It is 1947. The Cold War is starting. A group of defence strategists get together to figure out how to best tackle it. They start with the analysis of the world war finished only two years earlier. They focus on details, where, of course, the devil lives. Weapons, or in general ‘military technology’ is all based on Newtonian mechanics. That is, the weapons that count. Or rather, the weapons that have counted so far. The world war was fought and won with arms from the pre-Einstein age. The two nuclear bombs, used at the very end, did not have much military effect.
How large a mistake that would have been. To form the defence strategy of the 1950’s ignoring the reality of weapons based on quantum mechanics.
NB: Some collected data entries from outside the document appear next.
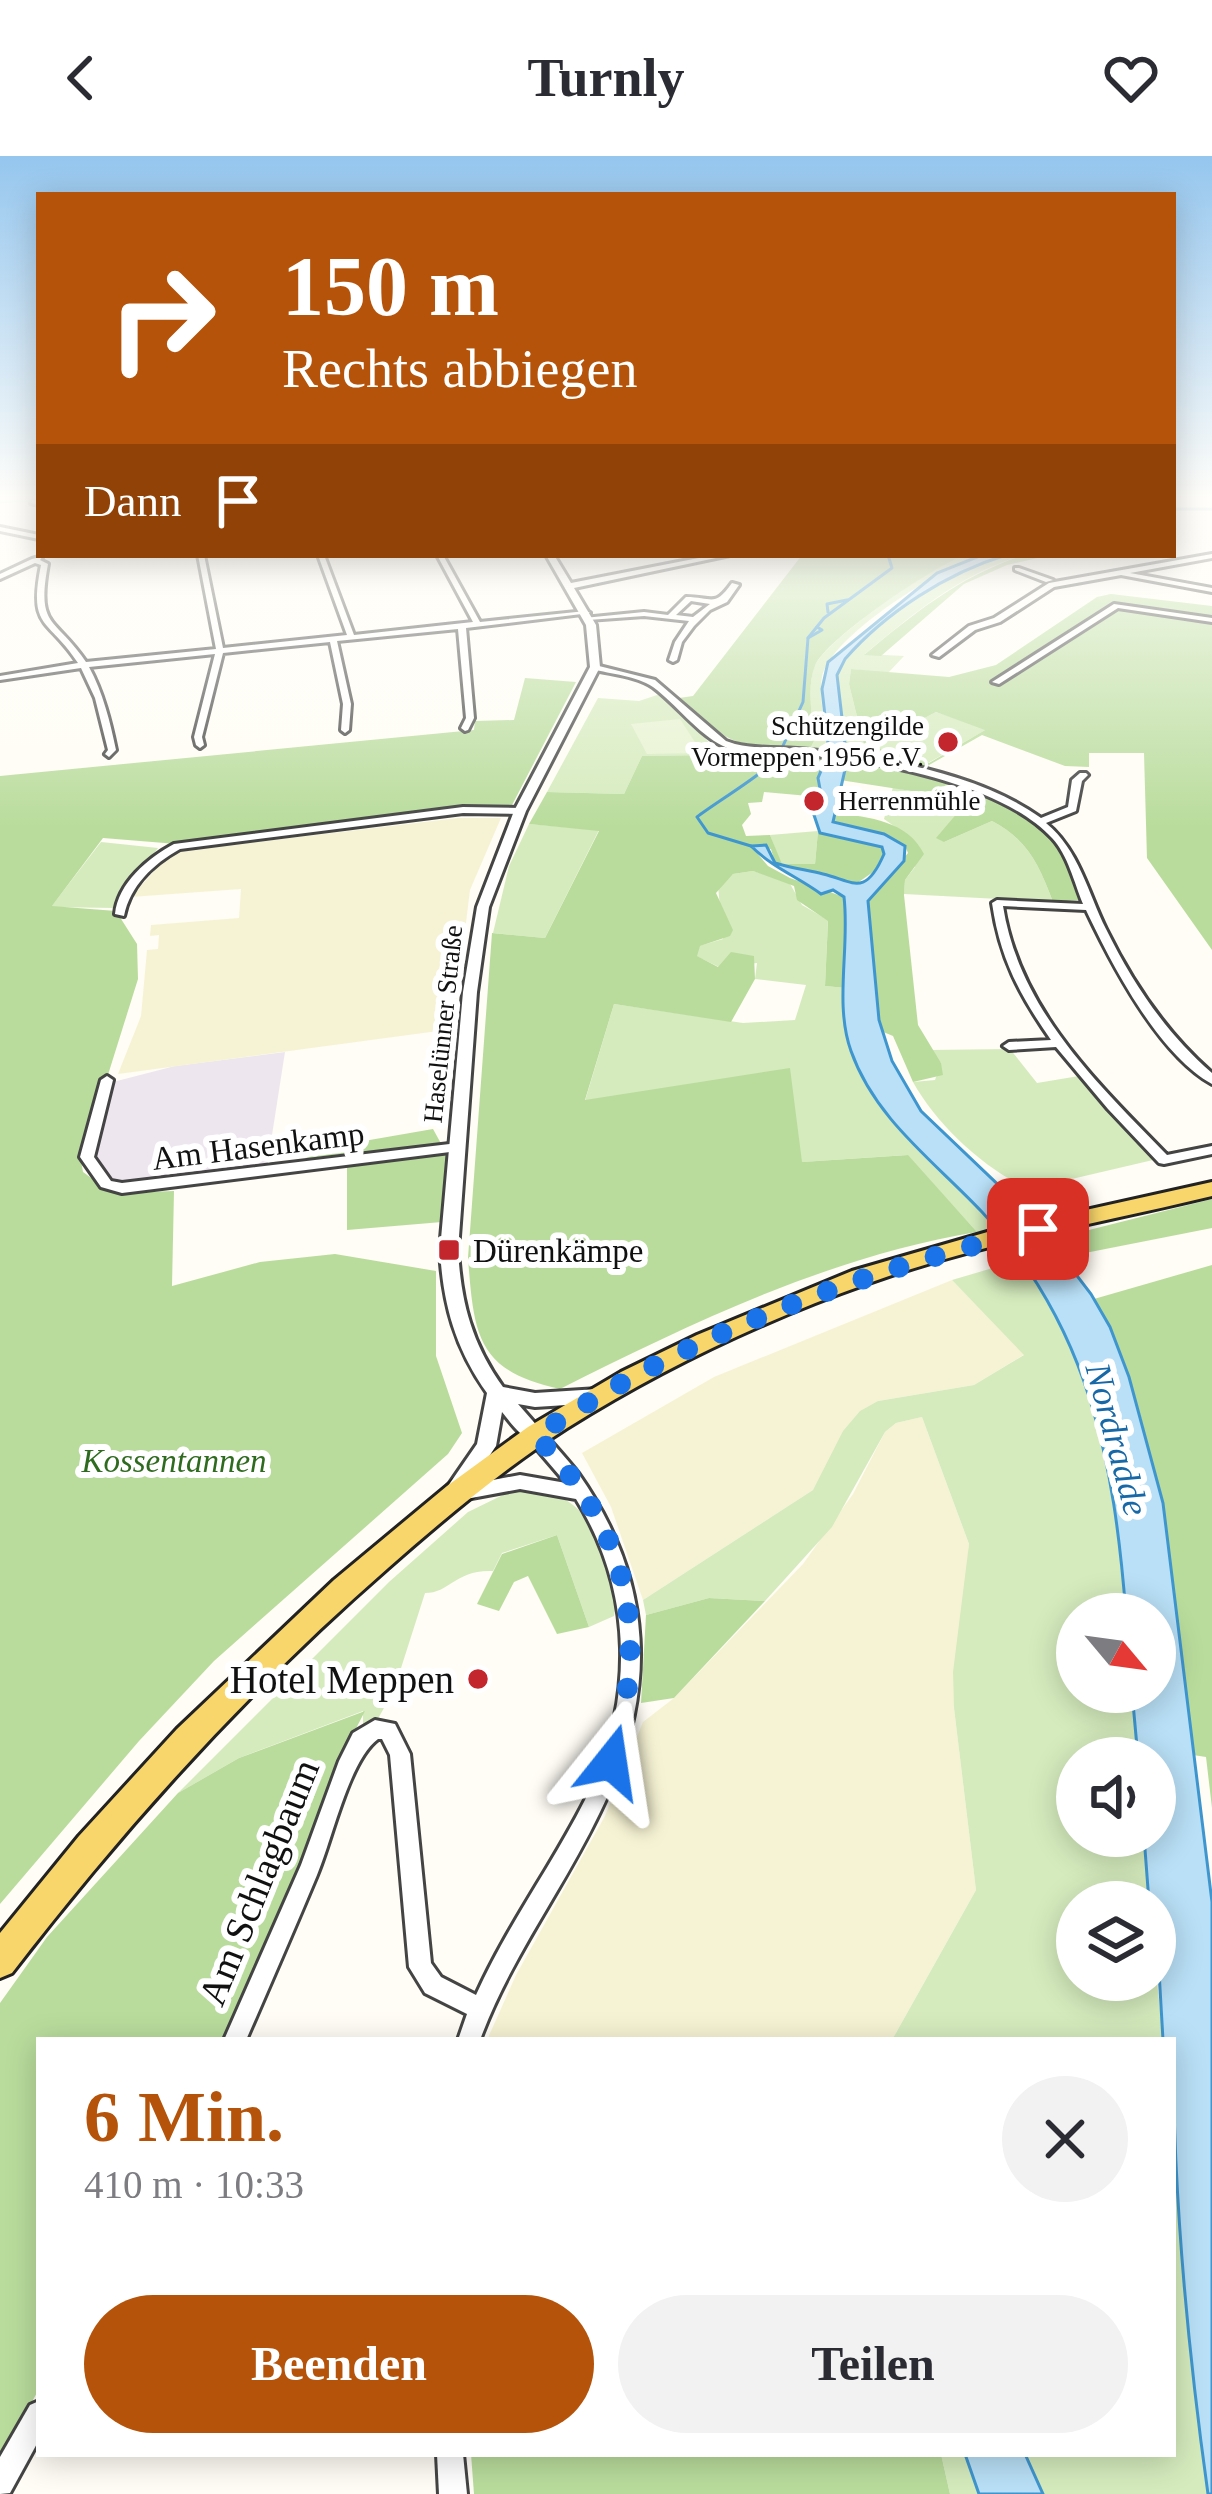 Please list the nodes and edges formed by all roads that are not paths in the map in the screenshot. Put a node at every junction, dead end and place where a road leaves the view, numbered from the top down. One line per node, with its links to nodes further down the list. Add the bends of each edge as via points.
1 (39, 609): 22 (street)
2 (212, 609): 19 (street)
3 (341, 609): 17 (street)
4 (470, 609): 15 (street)
5 (584, 609): 11 (street)
6 (678, 609): 12 (street)
7 (707, 609): 13 (street)
8 (1013, 609): 20 (street)
9 (1112, 609): 25 (street)
10 (1138, 609): 14 (street)
11 (587, 615): 12 (street); 15 (street); 23 (street)
12 (670, 617): 13 (street)
13 (696, 620): 21 (street)
14 (1212, 620)
15 (478, 624): 16 (street)
16 (462, 626): 17 (street); 26 (street, via 470,718)
17 (351, 637): 18 (street)
18 (332, 639): 19 (street); 27 (street)
19 (220, 651): 22 (street); 28 (street)
20 (936, 655)
21 (673, 660)
22 (84, 665): 24 (street); 29 (street)
23 (595, 667): 31 (street, Haselünner Straße); 32 (street, via 652,682 723,743 932,774)
24 (0, 678)
25 (996, 682)
26 (464, 728)
27 (345, 730)
28 (200, 745)
29 (109, 754)
30 (1083, 775): 32 (street, via 1073,809)
31 (520, 811): 34 (street, via 463,810 178,846 122,899); 39 (street, Haselünner Straße, via 475,945)
32 (1040, 822): 33 (street, via 1061,844)
33 (1090, 907): 35 (street, via 997,903 1012,963); 38 (street, via 1144,1008)
34 (120, 914)
35 (1059, 1043): 36 (street); 40 (street, via 1164,1160)
36 (1009, 1046)
37 (106, 1080): 39 (street, Am Hasenkamp, via 87,1157 106,1184 122,1188)
38 (1212, 1080)
39 (458, 1147): 42 (street, Haselünner Straße, via 450,1292 460,1335)
40 (1212, 1150)
41 (1212, 1189): 43 (main road, via 926,1256 822,1292)
42 (496, 1393): 43 (street); 44 (street, Haselünner Straße); 46 (street, via 486,1446)
43 (602, 1396): 44 (main road)
44 (536, 1436): 45 (street); 46 (main road)
45 (581, 1493): 46 (street, via 520,1482); 48 (street, via 602,1521 628,1594 625,1718 596,1801)
46 (454, 1497): 47 (main road, via 299,1628 188,1738)
47 (0, 1961)
48 (479, 2008): 49 (street, Am Schlagbaum, via 433,1985 420,1967 400,1754 388,1731 375,1730 349,1761); 50 (street)
49 (236, 2037)
50 (470, 2037)
51 (36, 2419): 53 (street)
52 (450, 2457): 54 (street)
53 (0, 2483)
54 (453, 2494)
This is the recurring thought I have had reading the end-of-week press digesting last week’s ‘turbulent events’. Certainly, some regulatory armoury proposed in-line with the old thinking might still be appropriate. (Just as Newtonian mechanics does not contradict relativity theory, but is merely a sub-case -- and anyway you can use it to efficiently calculate the trajectory of the defence rockets that are to take down the incoming nuclear warhead-carrying missiles.) Most other ‘Newtonian ideas’ miss the point. For instance, it makes no sense to call for the regulation of executive pay. Do the politicians and their economic advisors (surprisingly from both ends of the political spectrum) really think that the current global meltdown is due to the contract structures of CEO’s? Even if they did encourage a risk-taking attitude?
At the start of last week, it looked as if the coming days were to bring the worst that could come, but would also lead to an entirely new world: the rise and definition of a global-economy-management institutional framework. It has happened to some extent. The US treasury secretary (who overnight has become the fiscal policy opinion leader of the world) is calling for semi-harmonised global treasury action, but with operations staying strictly on the national level. However, the big opportunity to change the intellectual framework and to look ahead has been largely missed.
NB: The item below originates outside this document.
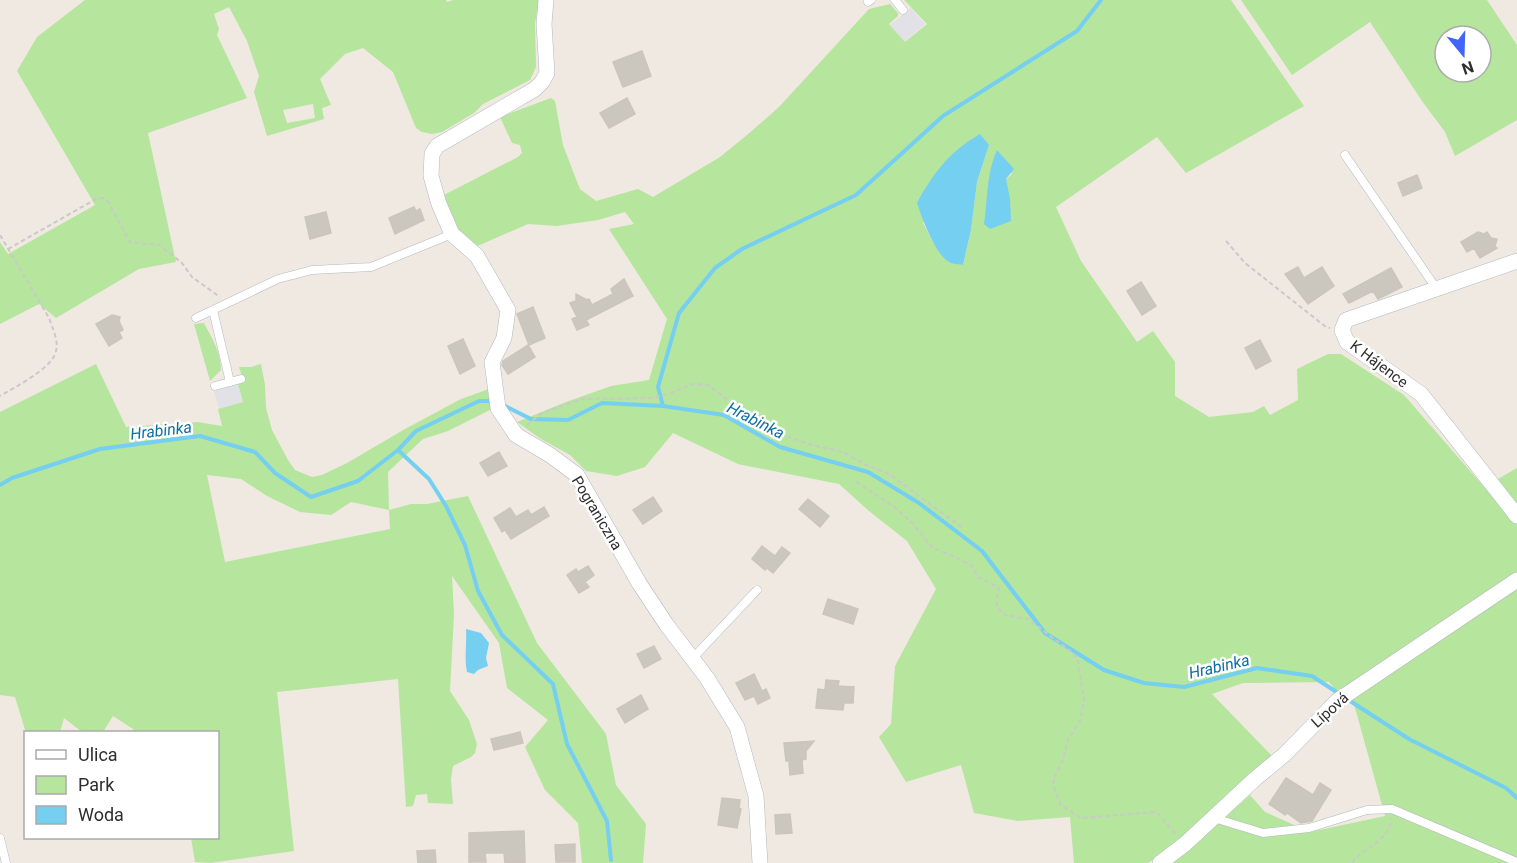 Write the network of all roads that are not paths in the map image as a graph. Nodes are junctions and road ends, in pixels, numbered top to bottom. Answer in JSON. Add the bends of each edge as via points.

Apart from some calls for new thinking in the tsunami of analyses, there is not much that is filtering through. The particular actions, although they look brave (or brash), are products of the old framework. And, mostly, they are attacked or supported with the narrative of the past.
Furthermore, the actions focus solely on the problems that have surfaced so far. The benevolent observer could argue that by saving the US financial system, global financial contagion can be stopped. Even if it comes at an exorbitant cost to be paid in the future in terms of cash, as well as the mess the uncertainty about ‘rules’ will make. If the world financial system is saved, the argument may go, the real economy impact will be small, while global contagion will be halted.
People with a more diabolical approach to life would suggest that the wished-for buffering of sectoral and global contagion relies even more on containing the collapse in appetite for risk than on a direct cash injection. The sigh released by the markets at the end of last week is based on the axiom that the government, in particular the US government, is a risk-free institution. But isn’t what happened that the systemic risk coming from the potential collapse of several large actors in the economy has been reduced by shifting the risk onto the level of the entire system? Making the assumption that the system - the framework in which the individual actors operate - is unquestionably stable is an intellectual cheat.
Just as the Cold War turned out to be about perceptions of the two sides’ nuclear abilities, it seems that the perceptions of the global economic framework might turn out to be as important as the national-level regulatory weaponry. It is time to move beyond the era of Newtonian regulations if we are ever to reach the global economics theory of relativity.